Excerpted data>
★ ★ ★ ★

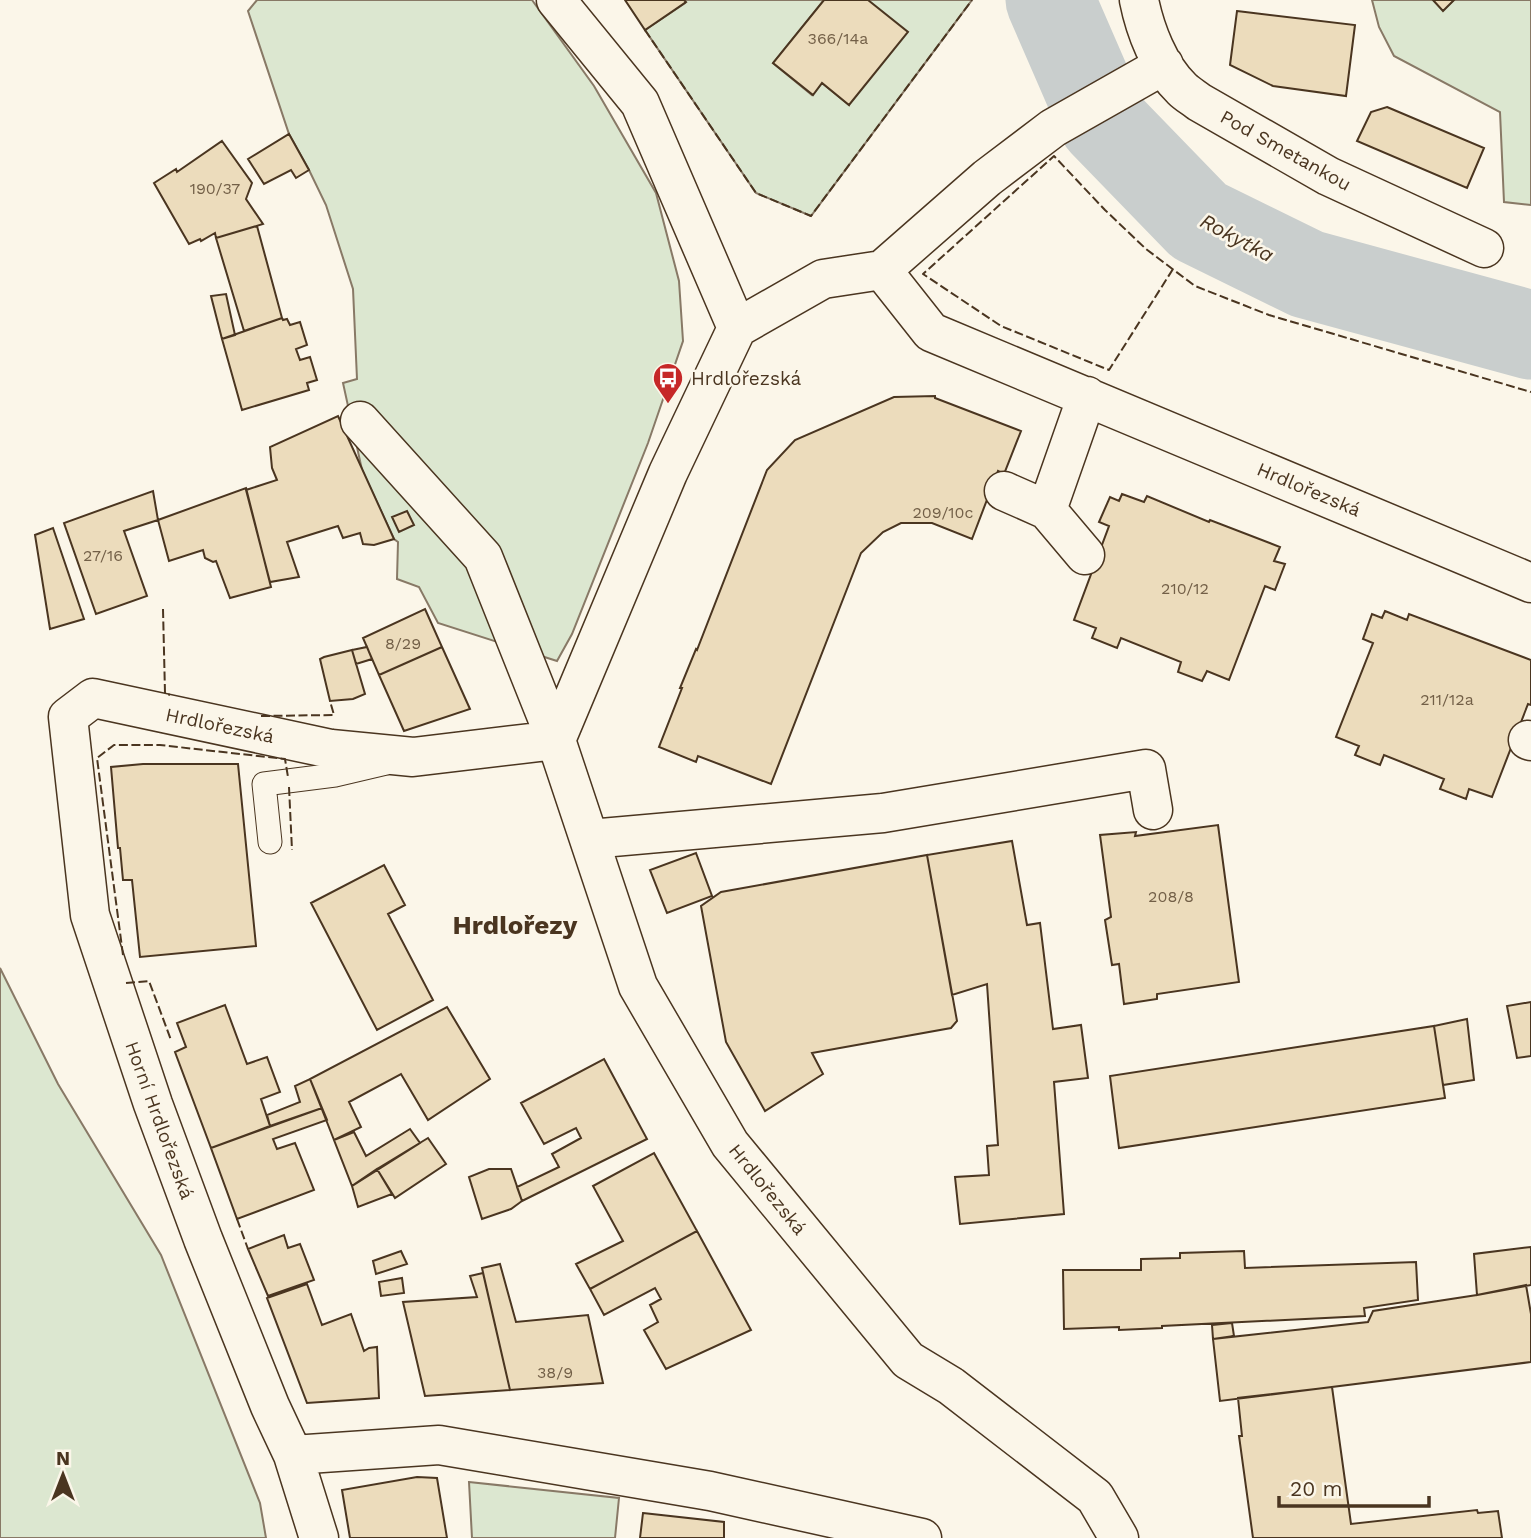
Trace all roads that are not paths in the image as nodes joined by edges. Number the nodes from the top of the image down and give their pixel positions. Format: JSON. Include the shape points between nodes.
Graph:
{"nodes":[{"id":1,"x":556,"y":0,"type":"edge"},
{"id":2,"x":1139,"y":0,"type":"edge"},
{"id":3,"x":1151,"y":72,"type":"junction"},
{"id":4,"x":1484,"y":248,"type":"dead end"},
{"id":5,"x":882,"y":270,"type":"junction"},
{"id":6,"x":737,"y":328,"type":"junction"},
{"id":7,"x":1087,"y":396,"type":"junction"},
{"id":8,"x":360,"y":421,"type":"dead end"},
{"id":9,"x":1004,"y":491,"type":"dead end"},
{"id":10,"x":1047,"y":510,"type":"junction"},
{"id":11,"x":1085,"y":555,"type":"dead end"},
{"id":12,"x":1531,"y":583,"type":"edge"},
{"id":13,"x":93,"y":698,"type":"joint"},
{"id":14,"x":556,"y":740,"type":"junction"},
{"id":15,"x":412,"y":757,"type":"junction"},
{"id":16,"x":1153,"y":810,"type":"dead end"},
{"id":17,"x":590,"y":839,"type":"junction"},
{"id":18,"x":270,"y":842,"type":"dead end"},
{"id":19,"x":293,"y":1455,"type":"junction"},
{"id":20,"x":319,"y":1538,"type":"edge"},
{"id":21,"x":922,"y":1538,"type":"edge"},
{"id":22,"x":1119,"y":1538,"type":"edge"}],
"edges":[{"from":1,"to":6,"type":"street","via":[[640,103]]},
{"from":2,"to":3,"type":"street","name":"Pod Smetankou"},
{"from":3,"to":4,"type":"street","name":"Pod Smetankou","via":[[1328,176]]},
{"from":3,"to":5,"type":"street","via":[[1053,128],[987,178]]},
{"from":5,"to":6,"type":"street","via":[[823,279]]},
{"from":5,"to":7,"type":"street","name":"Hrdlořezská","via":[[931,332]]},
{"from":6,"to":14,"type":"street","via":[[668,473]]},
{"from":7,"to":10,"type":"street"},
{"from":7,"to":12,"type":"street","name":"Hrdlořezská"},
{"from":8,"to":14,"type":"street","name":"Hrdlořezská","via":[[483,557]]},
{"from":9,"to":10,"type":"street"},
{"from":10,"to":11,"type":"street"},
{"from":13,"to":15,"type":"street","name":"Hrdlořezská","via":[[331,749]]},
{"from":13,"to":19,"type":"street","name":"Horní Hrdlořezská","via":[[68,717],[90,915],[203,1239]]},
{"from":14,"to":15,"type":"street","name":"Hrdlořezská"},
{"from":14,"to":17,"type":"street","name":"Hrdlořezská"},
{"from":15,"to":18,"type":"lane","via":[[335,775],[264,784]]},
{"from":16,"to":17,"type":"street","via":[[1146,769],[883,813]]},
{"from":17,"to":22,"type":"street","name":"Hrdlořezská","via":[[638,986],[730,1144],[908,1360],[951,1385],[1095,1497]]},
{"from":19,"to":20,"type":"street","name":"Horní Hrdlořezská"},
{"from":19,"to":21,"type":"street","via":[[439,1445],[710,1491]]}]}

★ ★ ★ ★

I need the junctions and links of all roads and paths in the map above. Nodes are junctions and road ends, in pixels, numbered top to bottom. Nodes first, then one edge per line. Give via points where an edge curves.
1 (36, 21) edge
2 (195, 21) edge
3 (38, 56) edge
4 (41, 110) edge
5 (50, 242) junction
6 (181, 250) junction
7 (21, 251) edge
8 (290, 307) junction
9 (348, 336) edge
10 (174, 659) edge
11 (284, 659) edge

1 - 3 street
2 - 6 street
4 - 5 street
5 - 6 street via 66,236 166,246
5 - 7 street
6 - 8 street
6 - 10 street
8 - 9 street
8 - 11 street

★ ★ ★ ★

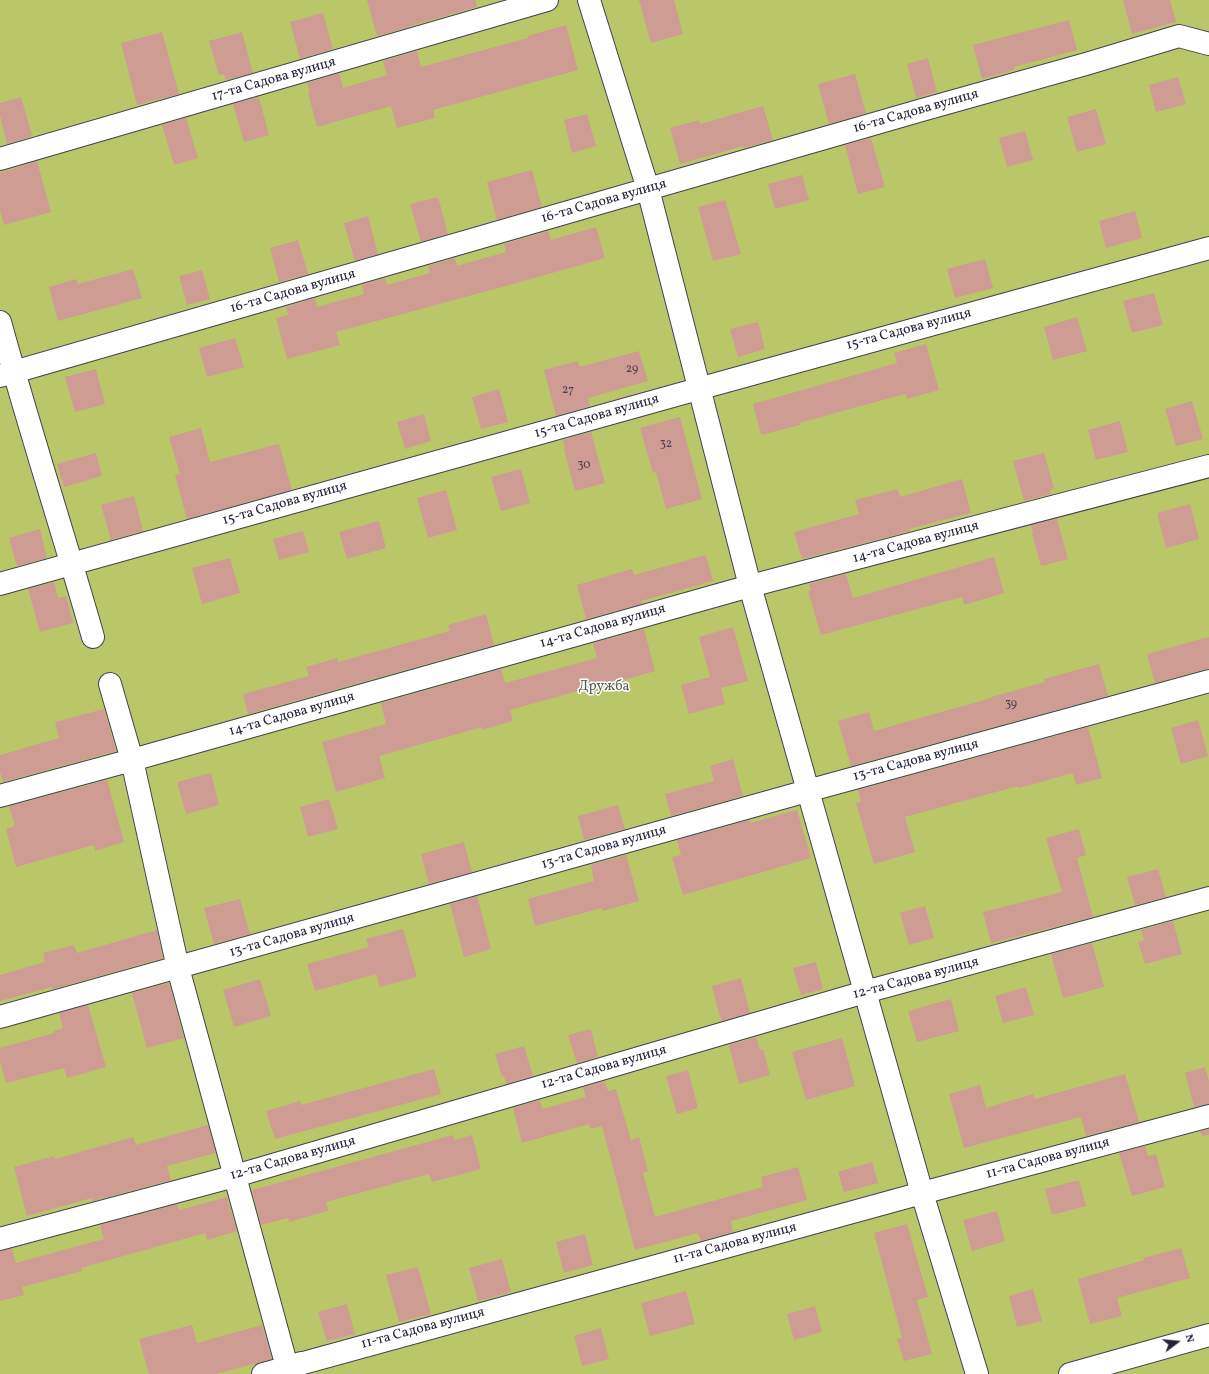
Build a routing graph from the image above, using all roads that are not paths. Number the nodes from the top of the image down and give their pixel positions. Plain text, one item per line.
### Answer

★ ★ ★ ★

Your assignment> Report each line in the data that holds the word "their".

Expected answer>
Trace all roads that are not paths in the image as nodes joined by edges. Number the nodes from the top of the image down and give their pixel positions. Format: JSON. Include the shape points between nodes.
Build a routing graph from the image above, using all roads that are not paths. Number the nodes from the top of the image down and give their pixel positions. Plain text, one item per line.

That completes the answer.